▸ Task statement
The entries below should be repeated exactly, with no pictures carried over.

□ □ □ □ □

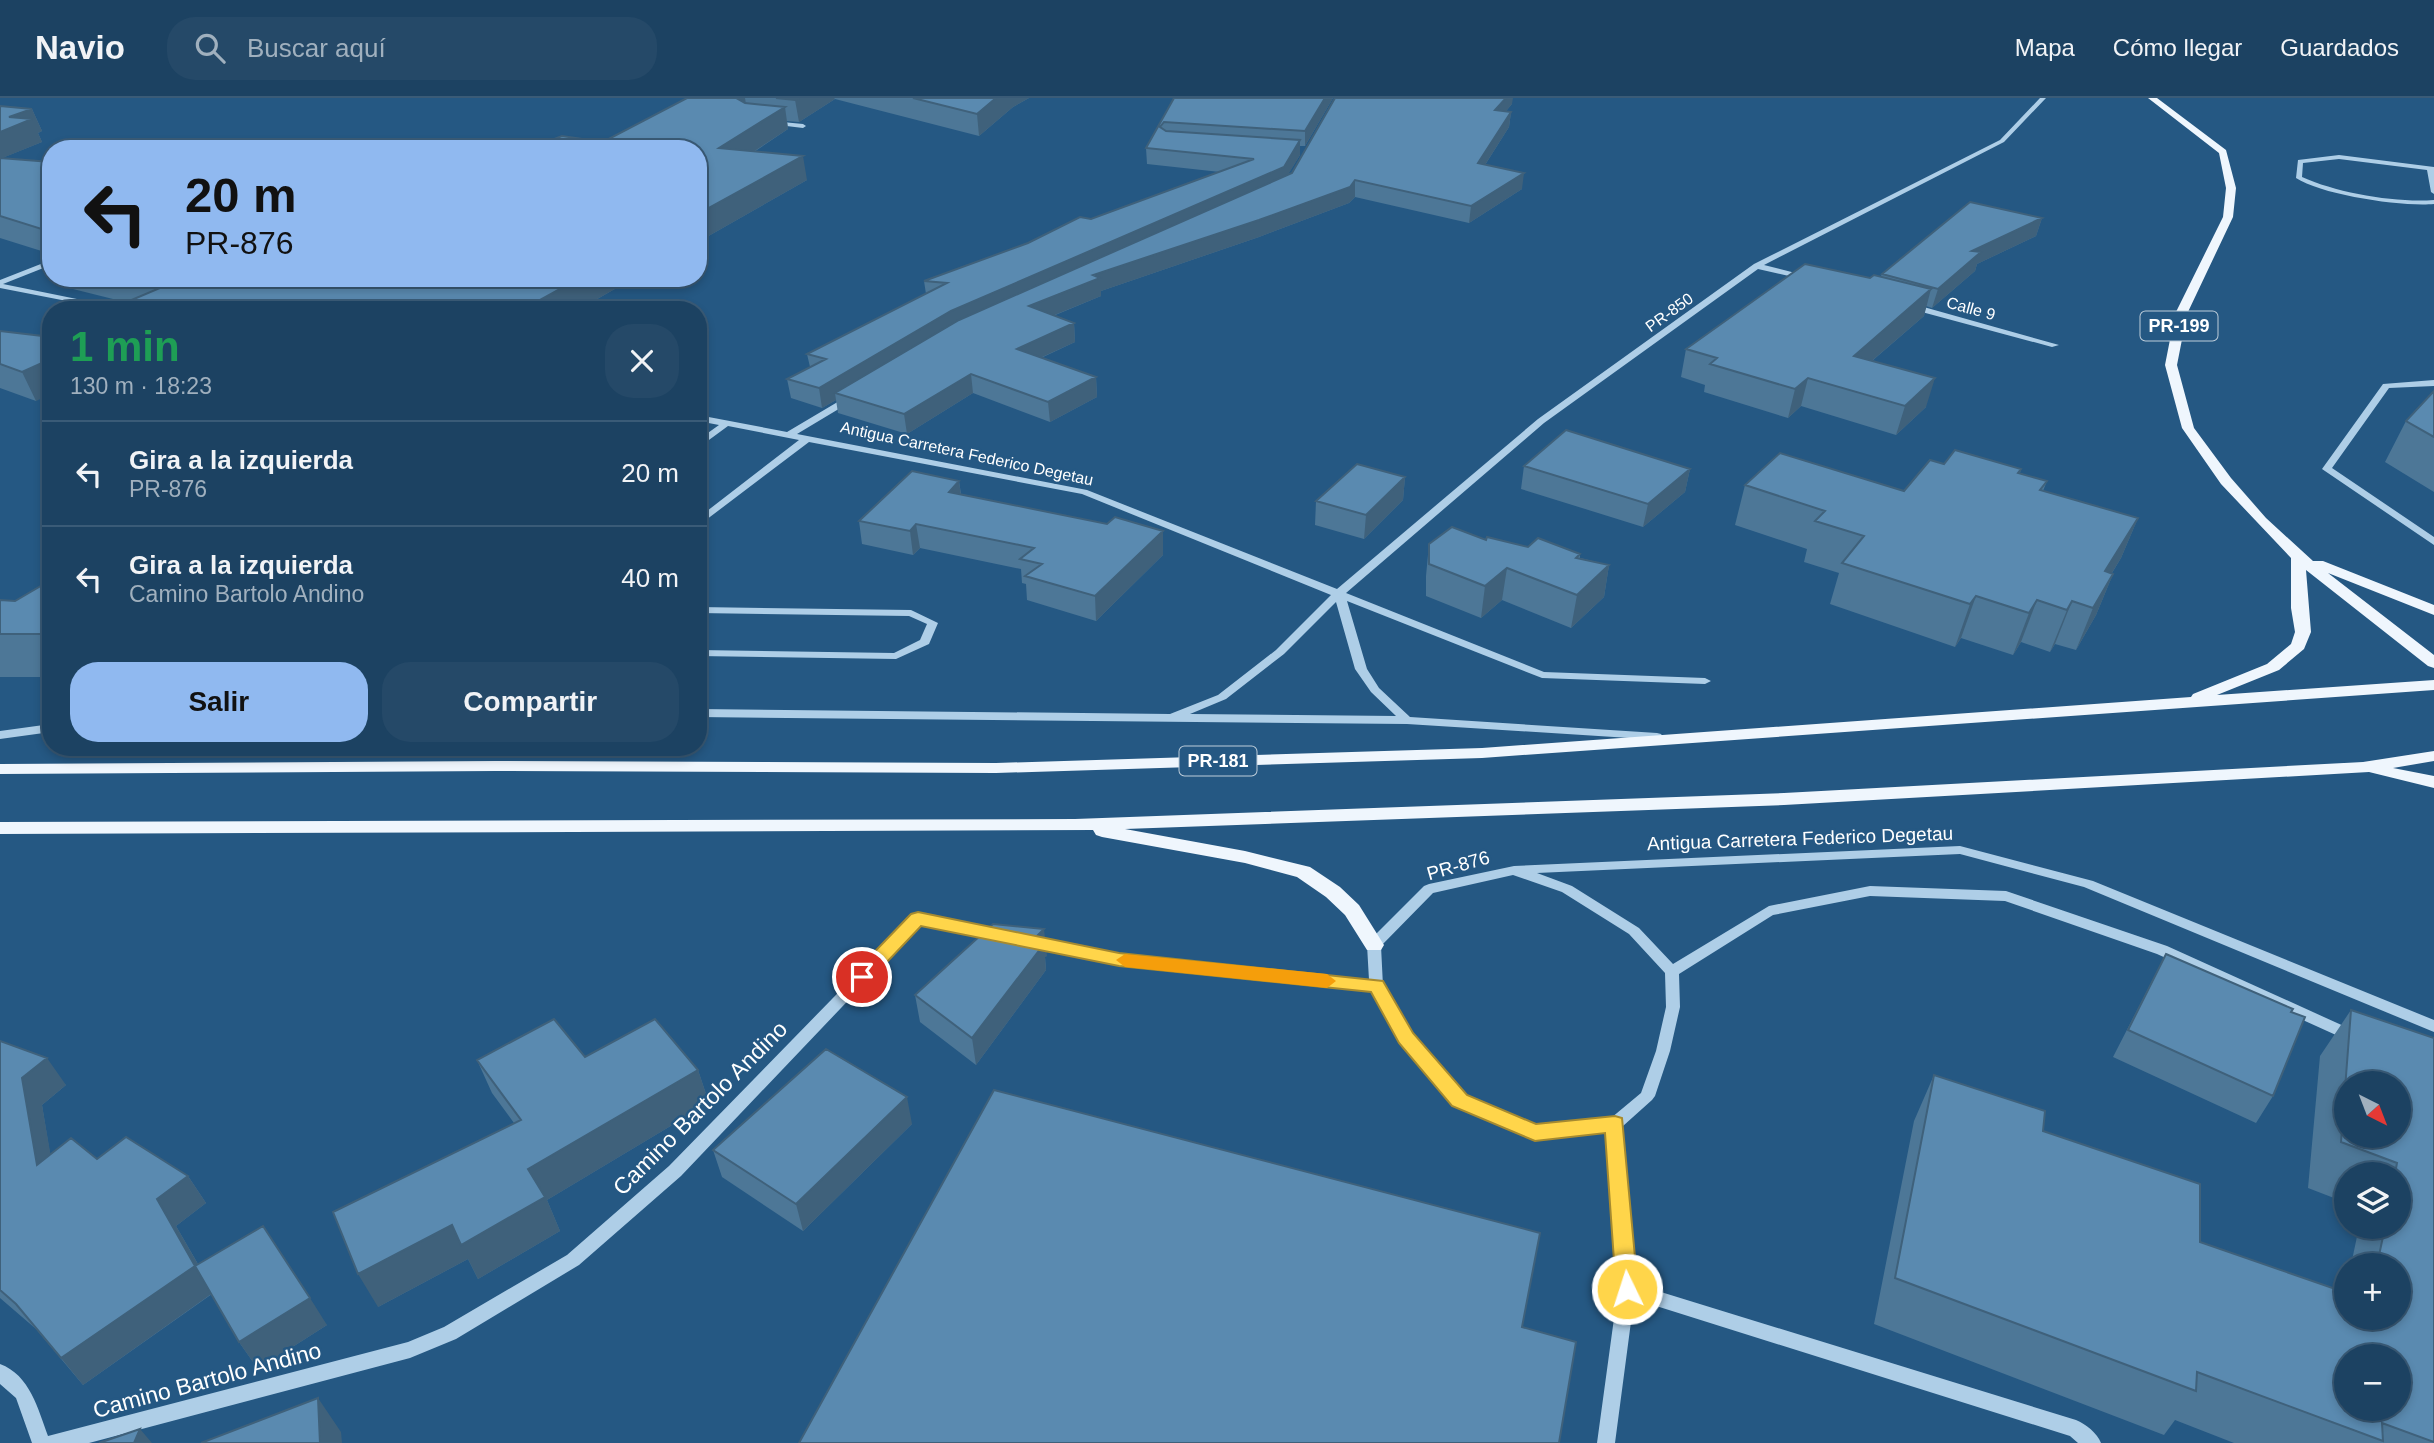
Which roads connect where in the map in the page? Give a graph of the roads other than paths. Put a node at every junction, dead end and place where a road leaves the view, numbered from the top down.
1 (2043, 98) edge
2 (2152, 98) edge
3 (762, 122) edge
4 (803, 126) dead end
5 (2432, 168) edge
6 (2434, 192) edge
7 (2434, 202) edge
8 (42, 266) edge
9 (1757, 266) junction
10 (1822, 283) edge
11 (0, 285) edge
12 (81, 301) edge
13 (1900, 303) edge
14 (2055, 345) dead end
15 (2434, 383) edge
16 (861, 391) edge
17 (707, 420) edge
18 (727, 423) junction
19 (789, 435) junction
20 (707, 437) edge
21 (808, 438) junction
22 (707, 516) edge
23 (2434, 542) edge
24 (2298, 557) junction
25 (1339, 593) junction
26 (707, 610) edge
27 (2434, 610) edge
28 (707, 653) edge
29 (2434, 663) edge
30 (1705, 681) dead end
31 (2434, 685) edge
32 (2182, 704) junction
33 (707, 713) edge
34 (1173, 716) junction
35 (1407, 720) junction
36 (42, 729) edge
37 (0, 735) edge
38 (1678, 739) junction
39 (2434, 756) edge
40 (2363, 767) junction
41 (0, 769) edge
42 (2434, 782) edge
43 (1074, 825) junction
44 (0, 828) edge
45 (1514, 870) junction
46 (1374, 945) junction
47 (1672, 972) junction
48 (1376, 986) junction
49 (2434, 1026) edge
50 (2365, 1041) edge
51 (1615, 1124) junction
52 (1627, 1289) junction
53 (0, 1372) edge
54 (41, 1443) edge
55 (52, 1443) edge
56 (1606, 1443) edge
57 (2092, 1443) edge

□ □ □ □ □

▸ Answer box
Which roads connect where in the map in the page? Give a graph of the roads other than paths. Put a node at every junction, dead end and place where a road leaves the view, numbered from the top down.
1 (2043, 98) edge
2 (2152, 98) edge
3 (762, 122) edge
4 (803, 126) dead end
5 (2432, 168) edge
6 (2434, 192) edge
7 (2434, 202) edge
8 (42, 266) edge
9 (1757, 266) junction
10 (1822, 283) edge
11 (0, 285) edge
12 (81, 301) edge
13 (1900, 303) edge
14 (2055, 345) dead end
15 (2434, 383) edge
16 (861, 391) edge
17 (707, 420) edge
18 (727, 423) junction
19 (789, 435) junction
20 (707, 437) edge
21 (808, 438) junction
22 (707, 516) edge
23 (2434, 542) edge
24 (2298, 557) junction
25 (1339, 593) junction
26 (707, 610) edge
27 (2434, 610) edge
28 (707, 653) edge
29 (2434, 663) edge
30 (1705, 681) dead end
31 (2434, 685) edge
32 (2182, 704) junction
33 (707, 713) edge
34 (1173, 716) junction
35 (1407, 720) junction
36 (42, 729) edge
37 (0, 735) edge
38 (1678, 739) junction
39 (2434, 756) edge
40 (2363, 767) junction
41 (0, 769) edge
42 (2434, 782) edge
43 (1074, 825) junction
44 (0, 828) edge
45 (1514, 870) junction
46 (1374, 945) junction
47 (1672, 972) junction
48 (1376, 986) junction
49 (2434, 1026) edge
50 (2365, 1041) edge
51 (1615, 1124) junction
52 (1627, 1289) junction
53 (0, 1372) edge
54 (41, 1443) edge
55 (52, 1443) edge
56 (1606, 1443) edge
57 (2092, 1443) edge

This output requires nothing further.